Write down exactly the line where "Write the network" occurs and every line that follows it through the end of the material below; include nothing else.

──────────

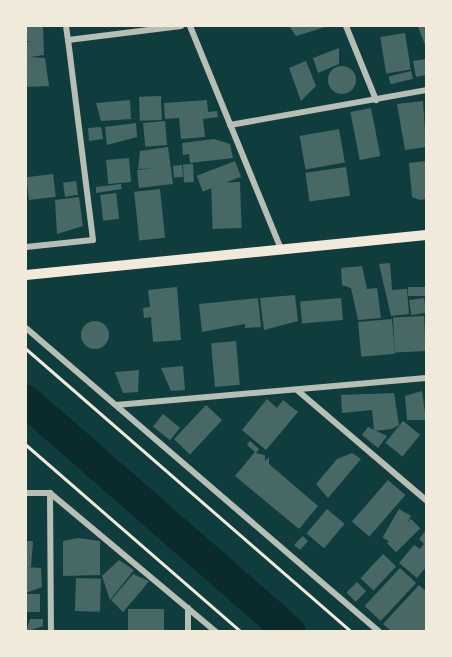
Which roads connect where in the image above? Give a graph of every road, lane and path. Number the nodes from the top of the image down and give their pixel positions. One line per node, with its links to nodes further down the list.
1 (66, 26): 5 (street)
2 (182, 26): 5 (street)
3 (190, 26): 8 (street)
4 (346, 26): 7 (street)
5 (68, 40): 10 (street)
6 (426, 90): 7 (street)
7 (376, 100): 8 (street)
8 (230, 125): 11 (street)
9 (426, 235): 11 (main road)
10 (26, 247)
11 (281, 249): 12 (main road)
12 (26, 275)
13 (26, 328): 17 (street)
14 (26, 349): 27 (path)
15 (426, 378): 16 (street)
16 (297, 390): 17 (street); 21 (street)
17 (116, 405): 28 (street)
18 (26, 445): 26 (path)
19 (26, 493): 20 (street)
20 (50, 493): 22 (street); 23 (street)
21 (426, 500)
22 (188, 608): 24 (street); 25 (street)
23 (51, 632)
24 (188, 632)
25 (216, 632)
26 (241, 632)
27 (352, 632)
28 (379, 632)

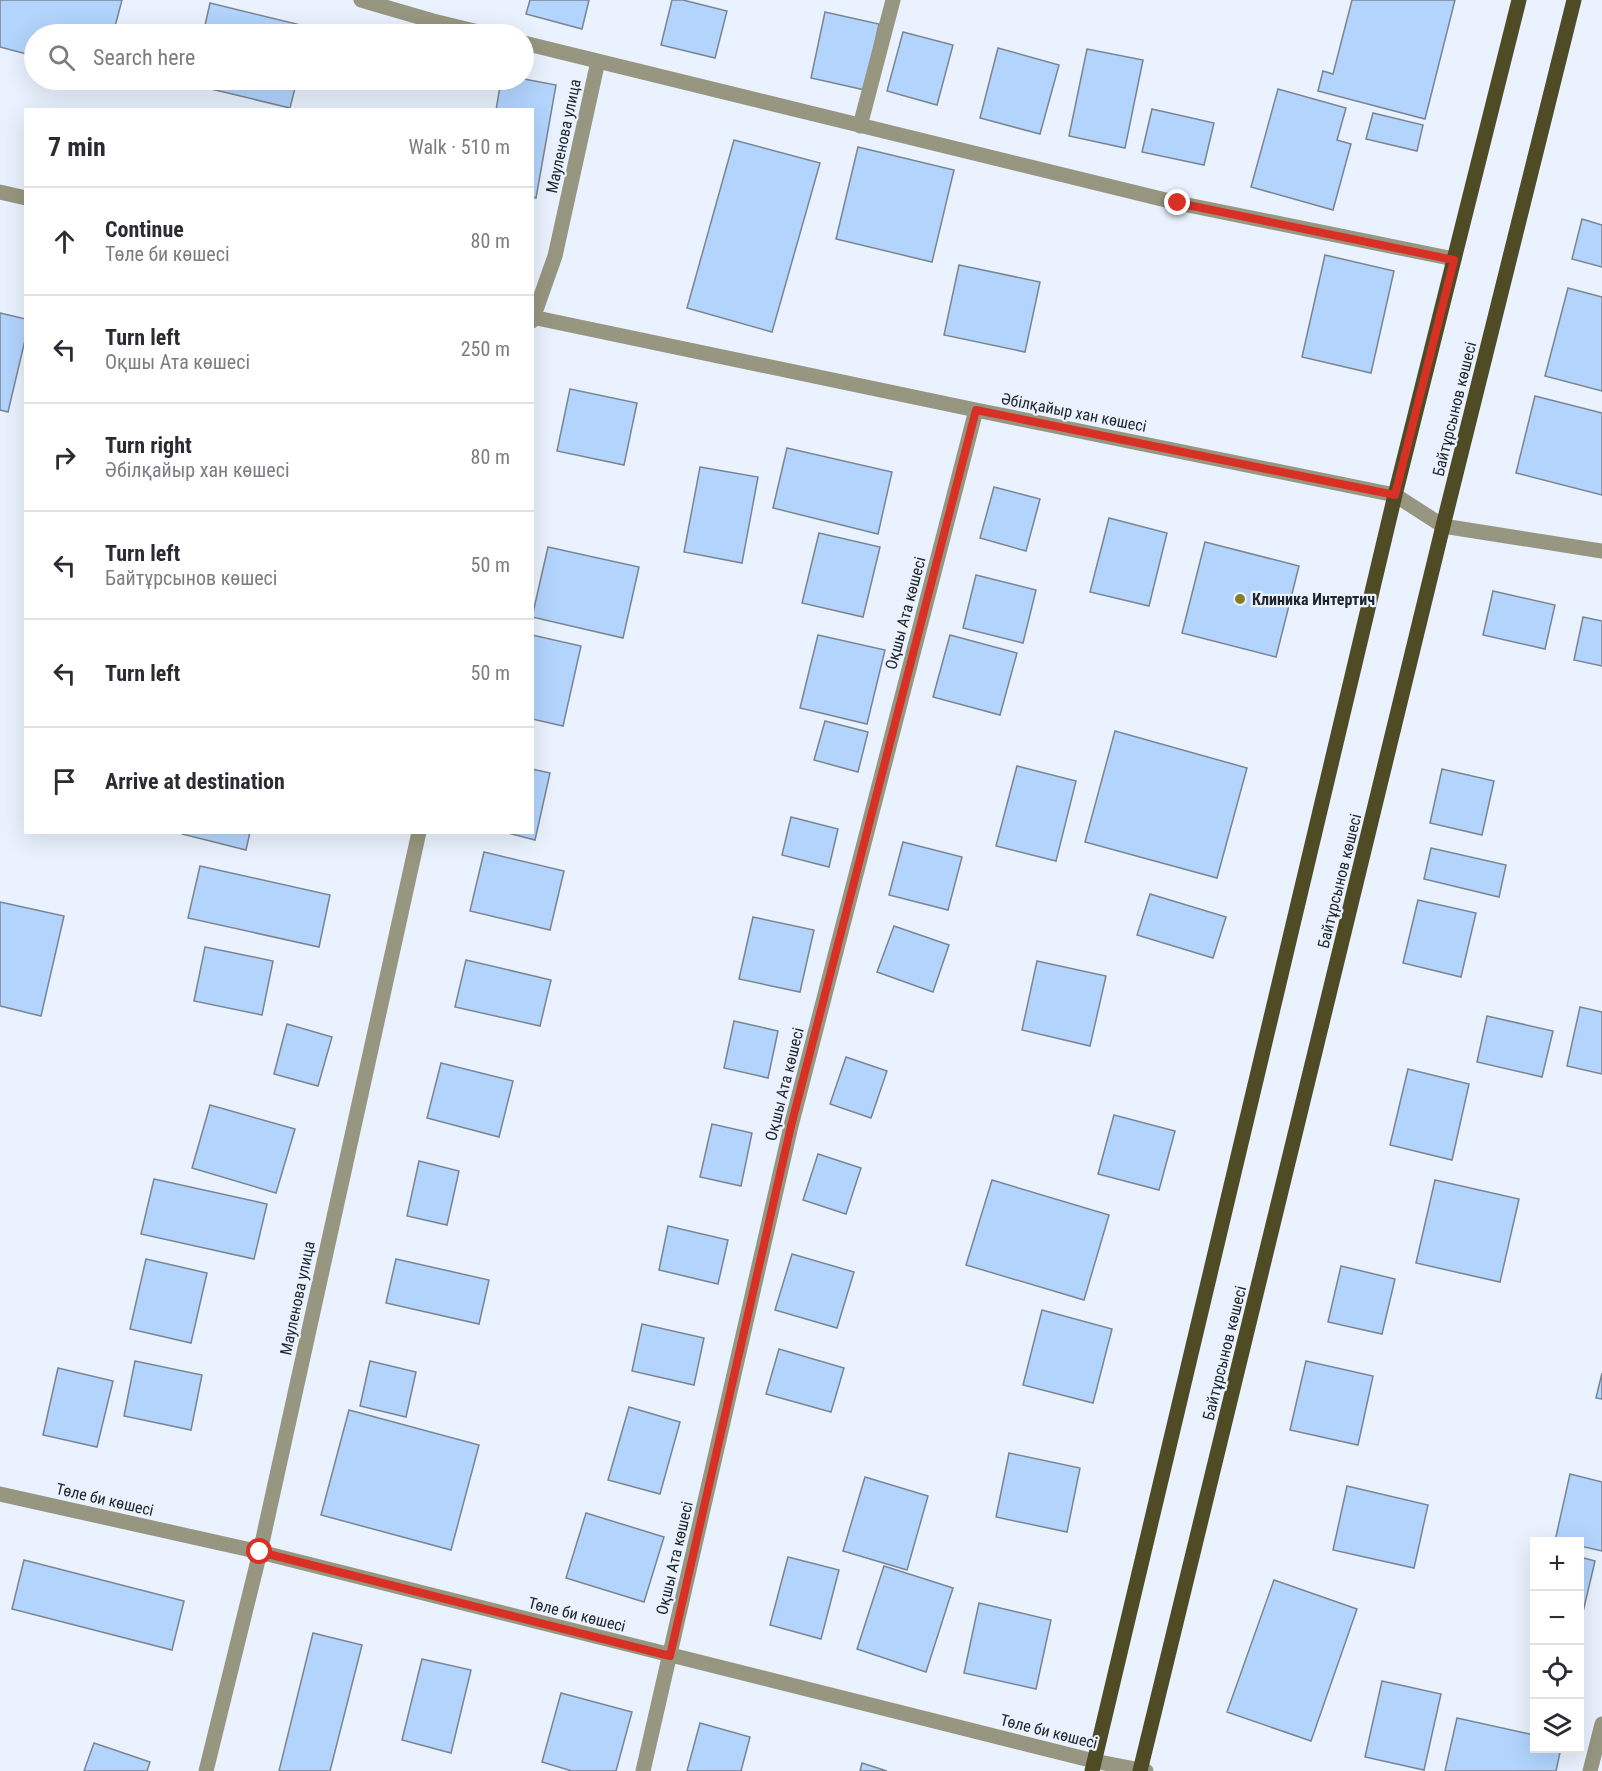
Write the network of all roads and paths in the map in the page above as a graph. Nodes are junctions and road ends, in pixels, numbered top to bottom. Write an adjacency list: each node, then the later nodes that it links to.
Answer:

──────────

- _Answer area_
Write the network of all roads and paths in the map in the page above as a graph. Nodes are junctions and road ends, in pixels, numbered top to bottom. Write an adjacency list: each node, then the later nodes that it links to.
Answer:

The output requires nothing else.